> [Exercise data]
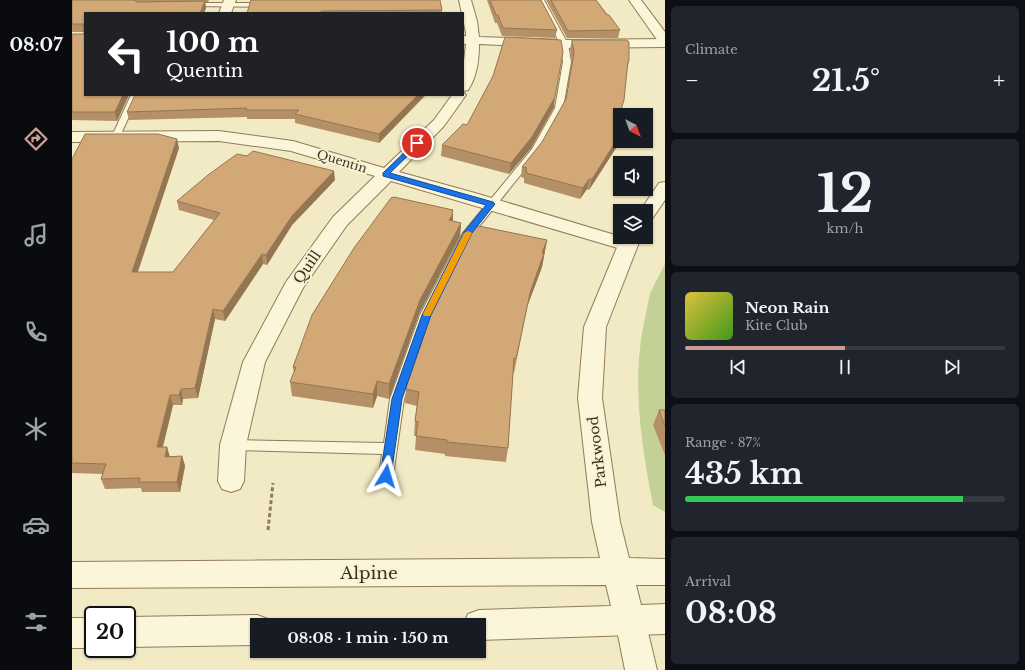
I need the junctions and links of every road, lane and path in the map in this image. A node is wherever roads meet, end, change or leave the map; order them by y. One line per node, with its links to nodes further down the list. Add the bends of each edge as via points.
1 (465, 0): 7 (street, via 469,13)
2 (541, 0): 9 (lane)
3 (635, 0): 8 (street)
4 (275, 5): 6 (lane)
5 (184, 6): 6 (lane)
6 (228, 6)
7 (468, 41): 9 (street); 10 (street, via 469,76)
8 (665, 42): 9 (street)
9 (564, 44): 17 (lane, via 567,62 559,108 536,150)
10 (464, 85)
11 (135, 96): 13 (lane)
12 (458, 96): 15 (street, Quill, via 439,123)
13 (116, 136): 14 (street, Quentin); 15 (street, Quentin, via 226,137 293,146)
14 (72, 137)
15 (386, 174): 17 (street, Quentin); 21 (street, Quill, via 340,221 293,287 254,362)
16 (665, 187): 18 (street)
17 (491, 204): 19 (street, Quentin); 22 (lane, via 468,232 426,315 397,399)
18 (653, 205)
19 (613, 236)
20 (629, 244): 27 (street, Parkwood, via 595,327 590,398 602,496)
21 (233, 445): 22 (lane); 24 (street, Quill)
22 (389, 449): 23 (lane)
23 (386, 476)
24 (232, 481)
25 (272, 483): 26 (path)
26 (268, 530)
27 (617, 571): 28 (street, Alpine); 29 (street, Alpine); 31 (street, Parkwood)
28 (665, 572)
29 (72, 575)
30 (665, 619): 31 (street)
31 (630, 620): 32 (street); 37 (street, Parkwood)
32 (486, 625)
33 (250, 630): 35 (street)
34 (84, 632): 36 (street)
35 (136, 632)
36 (72, 633)
37 (641, 670)

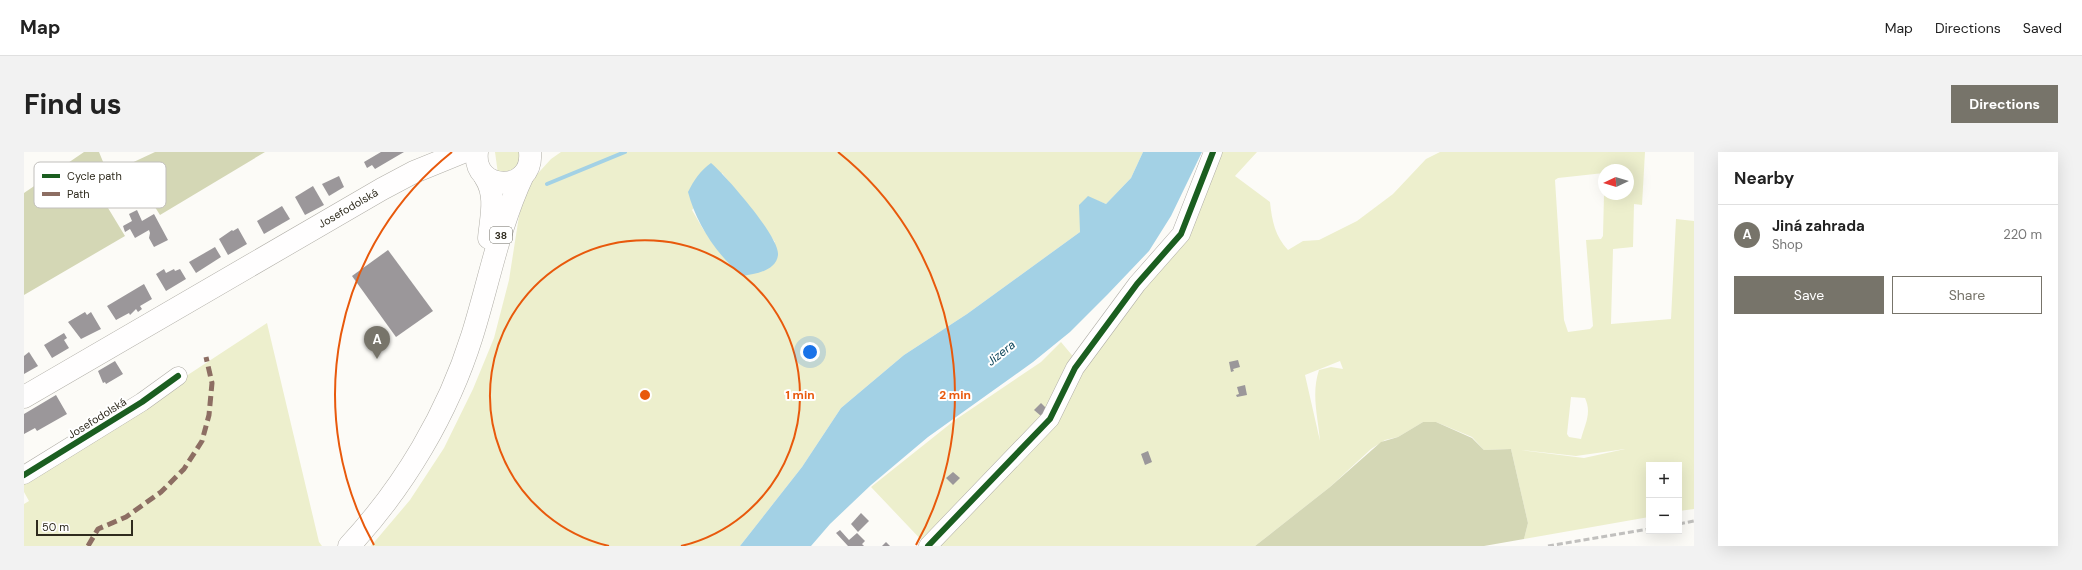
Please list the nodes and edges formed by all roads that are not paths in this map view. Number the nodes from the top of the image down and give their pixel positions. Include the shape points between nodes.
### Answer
1 (463, 152) edge
2 (477, 152) edge
3 (544, 152) edge
4 (1213, 152) edge
5 (526, 166) edge
6 (425, 167) junction
7 (484, 175) junction
8 (483, 297) junction
9 (178, 376) dead end
10 (24, 397) edge
11 (24, 475) edge
12 (349, 546) edge
13 (928, 546) edge

1 - 6 main road, Josefodolská
2 - 7 main road, 38 via 478,165
3 - 5 main road
4 - 13 street via 1181,234 1137,284 1075,368 1050,419
5 - 7 main road, Josefodolská via 512,182 496,182
5 - 8 main road, 38 via 509,206
6 - 7 main road, Josefodolská via 469,168
6 - 10 main road, Josefodolská via 382,189
7 - 8 main road, 38 via 491,188 492,204
8 - 12 main road, 38 via 459,372 426,442 385,504
9 - 11 street, Josefodolská via 142,402

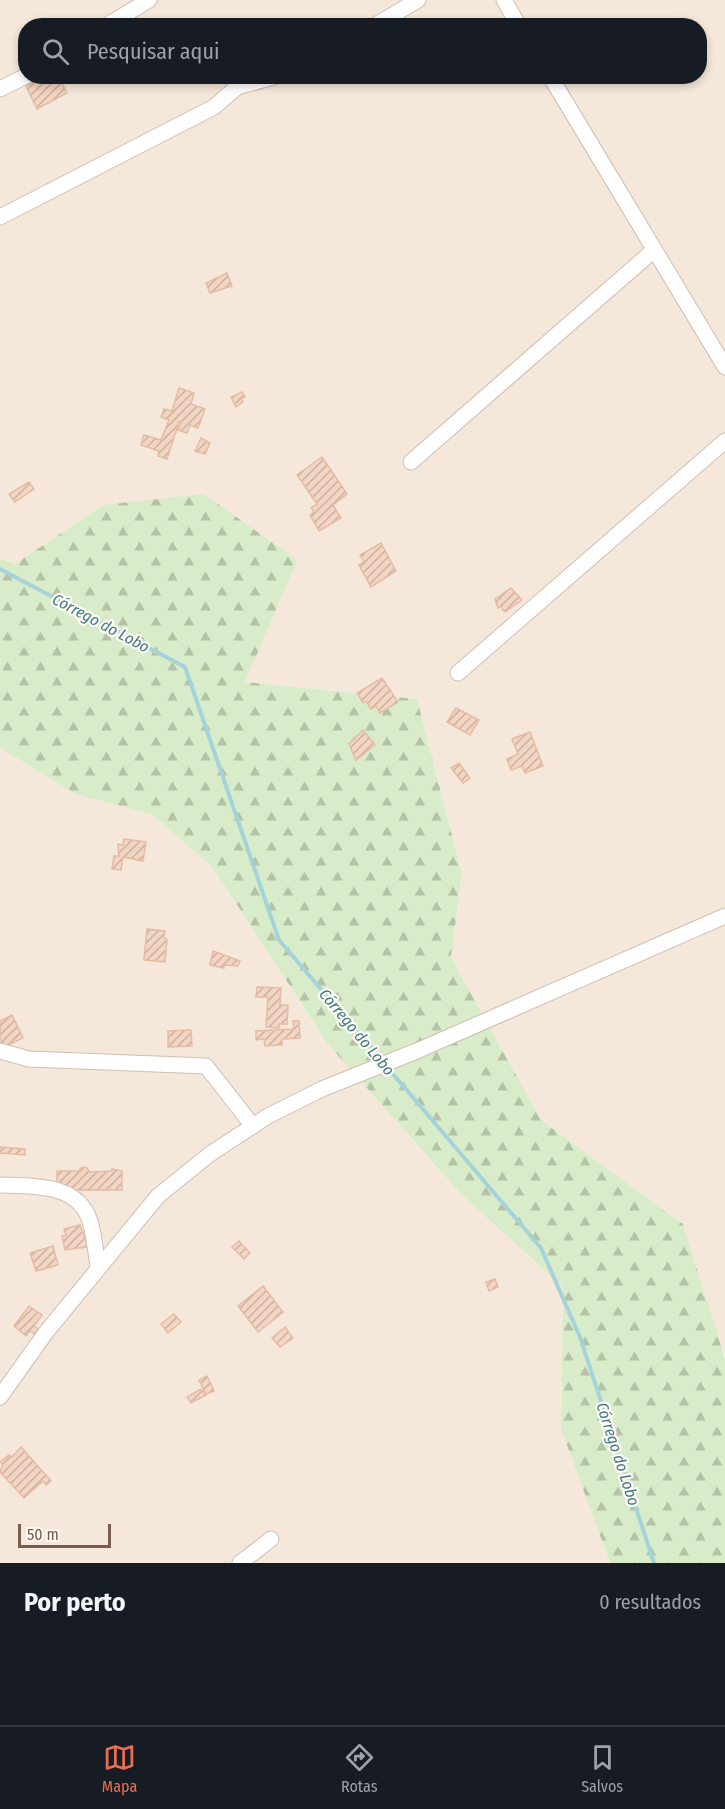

> [What needs to be done]
Where a picture appears, skip it and copy the rest of the data word for word.

> [Expected output]
I need the junctions and links of every road, lane and path in the map in this image. A node is wherever roads meet, end, change or leave the map; order them by y. One line per node, with its links to nodes further down the list. Add the bends of each edge as via points.
1 (465, 0): 7 (street, via 469,13)
2 (541, 0): 9 (lane)
3 (635, 0): 8 (street)
4 (275, 5): 6 (lane)
5 (184, 6): 6 (lane)
6 (228, 6)
7 (468, 41): 9 (street); 10 (street, via 469,76)
8 (665, 42): 9 (street)
9 (564, 44): 17 (lane, via 567,62 559,108 536,150)
10 (464, 85)
11 (135, 96): 13 (lane)
12 (458, 96): 15 (street, Quill, via 439,123)
13 (116, 136): 14 (street, Quentin); 15 (street, Quentin, via 226,137 293,146)
14 (72, 137)
15 (386, 174): 17 (street, Quentin); 21 (street, Quill, via 340,221 293,287 254,362)
16 (665, 187): 18 (street)
17 (491, 204): 19 (street, Quentin); 22 (lane, via 468,232 426,315 397,399)
18 (653, 205)
19 (613, 236)
20 (629, 244): 27 (street, Parkwood, via 595,327 590,398 602,496)
21 (233, 445): 22 (lane); 24 (street, Quill)
22 (389, 449): 23 (lane)
23 (386, 476)
24 (232, 481)
25 (272, 483): 26 (path)
26 (268, 530)
27 (617, 571): 28 (street, Alpine); 29 (street, Alpine); 31 (street, Parkwood)
28 (665, 572)
29 (72, 575)
30 (665, 619): 31 (street)
31 (630, 620): 32 (street); 37 (street, Parkwood)
32 (486, 625)
33 (250, 630): 35 (street)
34 (84, 632): 36 (street)
35 (136, 632)
36 (72, 633)
37 (641, 670)

Please list the nodes and edges formed by all roads that are not paths in this map view. Number the nodes from the top of the image down and give their pixel positions. Include the shape points between nodes.
### Answer
1 (463, 152) edge
2 (477, 152) edge
3 (544, 152) edge
4 (1213, 152) edge
5 (526, 166) edge
6 (425, 167) junction
7 (484, 175) junction
8 (483, 297) junction
9 (178, 376) dead end
10 (24, 397) edge
11 (24, 475) edge
12 (349, 546) edge
13 (928, 546) edge

1 - 6 main road, Josefodolská
2 - 7 main road, 38 via 478,165
3 - 5 main road
4 - 13 street via 1181,234 1137,284 1075,368 1050,419
5 - 7 main road, Josefodolská via 512,182 496,182
5 - 8 main road, 38 via 509,206
6 - 7 main road, Josefodolská via 469,168
6 - 10 main road, Josefodolská via 382,189
7 - 8 main road, 38 via 491,188 492,204
8 - 12 main road, 38 via 459,372 426,442 385,504
9 - 11 street, Josefodolská via 142,402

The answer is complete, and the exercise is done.